Phue Thai voters support their party, not because they’re ignorant peasants fooled by Thaksin’s charm, but because they know that the party will deliver class-based results, as they have done countless times before. Phue Thai’s decentralised policies allow funding for local organising, around healthcare, education, employment and infrastructure, building class-based solidarity in real physical spaces. Ultimately, what Phue Thai offers is a long way from socialism, but it is a change in economic alignment, a form of wealth and power redistribution, decentralising Bangkok and other urban areas, in terms of both power and capital, reinvesting it in the outer provinces. Move Forward envisions a “cleaner” modern European style of capitalism, essentially the wealth distribution would remain the same, it would just aesthetically change, a corrupt ugly old man CEO would be replaced by a handsome young one who “plays by the rules”– it’s ok to be a billionaire and exploit people, so long as you play by the rules, like Move Forwards leadership. This is not a defacto full-hearted endorsement of Phue Thai and Thaksin. Indeed, we have been highly critical of Thaksin’s policies in this journal. It is, however, an uncomfortable recognition of the material and political conditions in Thailand today.
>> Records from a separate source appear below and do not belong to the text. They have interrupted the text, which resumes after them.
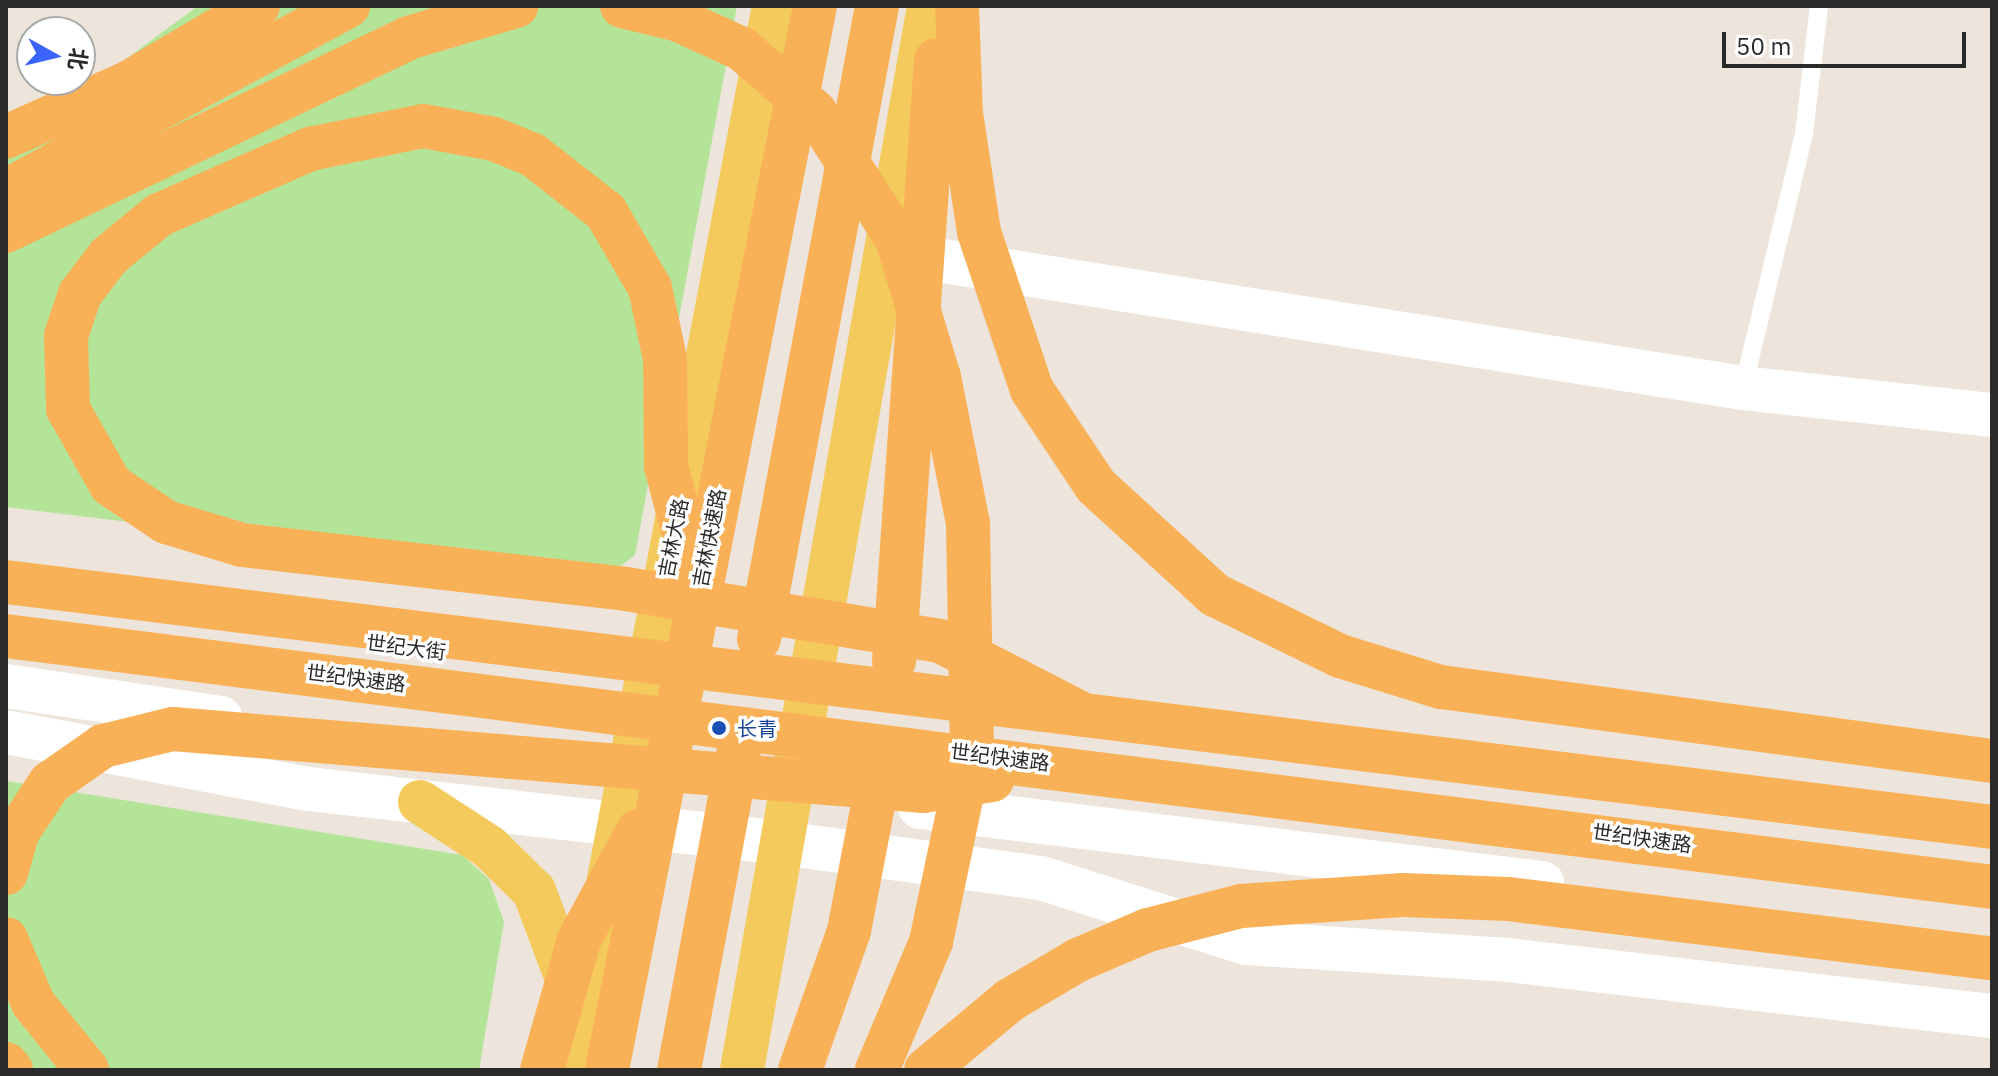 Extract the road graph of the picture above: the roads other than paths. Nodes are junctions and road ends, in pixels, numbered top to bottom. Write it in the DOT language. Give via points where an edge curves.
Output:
graph roads {
  1 [pos="258,6"];
  2 [pos="348,6"];
  3 [pos="516,6"];
  4 [pos="622,6"];
  5 [pos="774,6"];
  6 [pos="815,6"];
  7 [pos="877,6"];
  8 [pos="929,6"];
  9 [pos="944,6"];
  10 [pos="957,6"];
  11 [pos="1819,6"];
  12 [pos="6,137"];
  13 [pos="6,191"];
  14 [pos="6,231"];
  15 [pos="885,252"];
  16 [pos="1743,388"];
  17 [pos="1992,415"];
  18 [pos="6,557"];
  19 [pos="6,582"];
  20 [pos="699,592"];
  21 [pos="6,595"];
  22 [pos="123,611"];
  23 [pos="6,636"];
  24 [pos="647,677"];
  25 [pos="6,686"];
  26 [pos="806,702"];
  27 [pos="1084,715"];
  28 [pos="6,732"];
  29 [pos="1992,761"];
  30 [pos="1078,767"];
  31 [pos="643,786"];
  32 [pos="790,791"];
  33 [pos="420,802"];
  34 [pos="619,825"];
  35 [pos="1992,827"];
  36 [pos="781,843"];
  37 [pos="1992,845"];
  38 [pos="6,873"];
  39 [pos="1992,887"];
  40 [pos="6,939"];
  41 [pos="1992,939"];
  42 [pos="1992,958"];
  43 [pos="1992,1016"];
  44 [pos="582,1024"];
  45 [pos="6,1064"];
  46 [pos="11,1070"];
  47 [pos="87,1070"];
  48 [pos="542,1070"];
  49 [pos="573,1070"];
  50 [pos="607,1070"];
  51 [pos="679,1070"];
  52 [pos="742,1070"];
  53 [pos="800,1070"];
  54 [pos="877,1070"];
  55 [pos="926,1070"];
  1 -- 12 [label="highway" via="128,83"];
  2 -- 13 [label="highway"];
  3 -- 14 [label="highway" via="408,38"];
  4 -- 54 [label="highway" via="676,19 742,49 815,112 897,239 939,377 968,524 972,747 931,942"];
  5 -- 24 [label="main road, 吉林大路"];
  6 -- 20 [label="highway, 吉林快速路"];
  7 -- 51 [label="highway"];
  8 -- 15 [label="main road"];
  9 -- 53 [label="highway" via="917,281 896,639 875,816 833,986"];
  10 -- 29 [label="highway" via="961,113 977,220 1032,390 1096,486 1215,595 1340,656 1441,687"];
  11 -- 16 [label="lane" via="1804,134"];
  15 -- 16 [label="street"];
  15 -- 26 [label="main road"];
  16 -- 17 [label="street"];
  18 -- 22 [label="highway"];
  19 -- 27 [label="highway"];
  20 -- 27 [label="highway" via="666,466 665,359 650,288 606,212 533,155 494,139 423,126 310,149 159,215 109,256 80,294 64,357 68,409 79,437 111,485 179,528 242,545 626,589 940,641"];
  20 -- 31 [label="highway, 吉林快速路"];
  21 -- 22 [label="street, 世纪大街"];
  22 -- 24 [label="street, 世纪大街"];
  23 -- 30 [label="highway, 世纪快速路"];
  24 -- 26 [label="street, 世纪大街"];
  24 -- 31 [label="main road, 吉林大路"];
  25 -- 31 [label="street"];
  26 -- 32 [label="main road"];
  26 -- 37 [label="street, 世纪大街"];
  27 -- 35 [label="highway"];
  28 -- 33 [label="street" via="234,777"];
  30 -- 38 [label="highway" via="923,791 173,729 103,746 50,783 17,833"];
  30 -- 39 [label="highway, 世纪快速路"];
  31 -- 32 [label="street"];
  31 -- 34 [label="main road, 吉林大路"];
  31 -- 48 [label="highway" via="579,940"];
  31 -- 50 [label="highway, 吉林快速路"];
  32 -- 36 [label="main road"];
  32 -- 41 [label="street"];
  33 -- 34 [label="street"];
  33 -- 44 [label="main road" via="489,847 534,891"];
  34 -- 36 [label="street"];
  34 -- 44 [label="main road, 吉林大路"];
  36 -- 43 [label="street" via="1041,878 1246,943 1507,960"];
  36 -- 52 [label="main road"];
  40 -- 47 [label="highway" via="33,1003"];
  42 -- 55 [label="highway" via="1508,899 1357,896 1241,906 1148,930 1078,960 1010,1000"];
  44 -- 49 [label="main road, 吉林大路"];
  45 -- 46 [label="highway"];
}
In the end, the new generation of the urban middle class, Move Forward Party, achieved what Prachathipat always dreamed of but never could actualise, to beat Phue Thai in an election. Now Phue Thai are at a juncture, they must either reform and outflank Move Forward further to the left, discard their dogmatic adherence to the Thaksin name and update their social policy to recognise the values of the new generation, or fade into obscurity like their old Prachathipat rivals.

Move Forward are set to take Phue Thai’s place in the coup-election cycle that has plagued Thailand for nearly a century, though without the redshirt aunties and uncles from the upcountry who fought and died so bravely for so many years.

What we have seen in Move Forwards’s success is voters’ repudiation of the importance of class conditions. Phue Thai embodies uncomfortable pragmatism one that the middle class would rather overlook, while Move Forward embody nothing more than a smug comfortable idealism.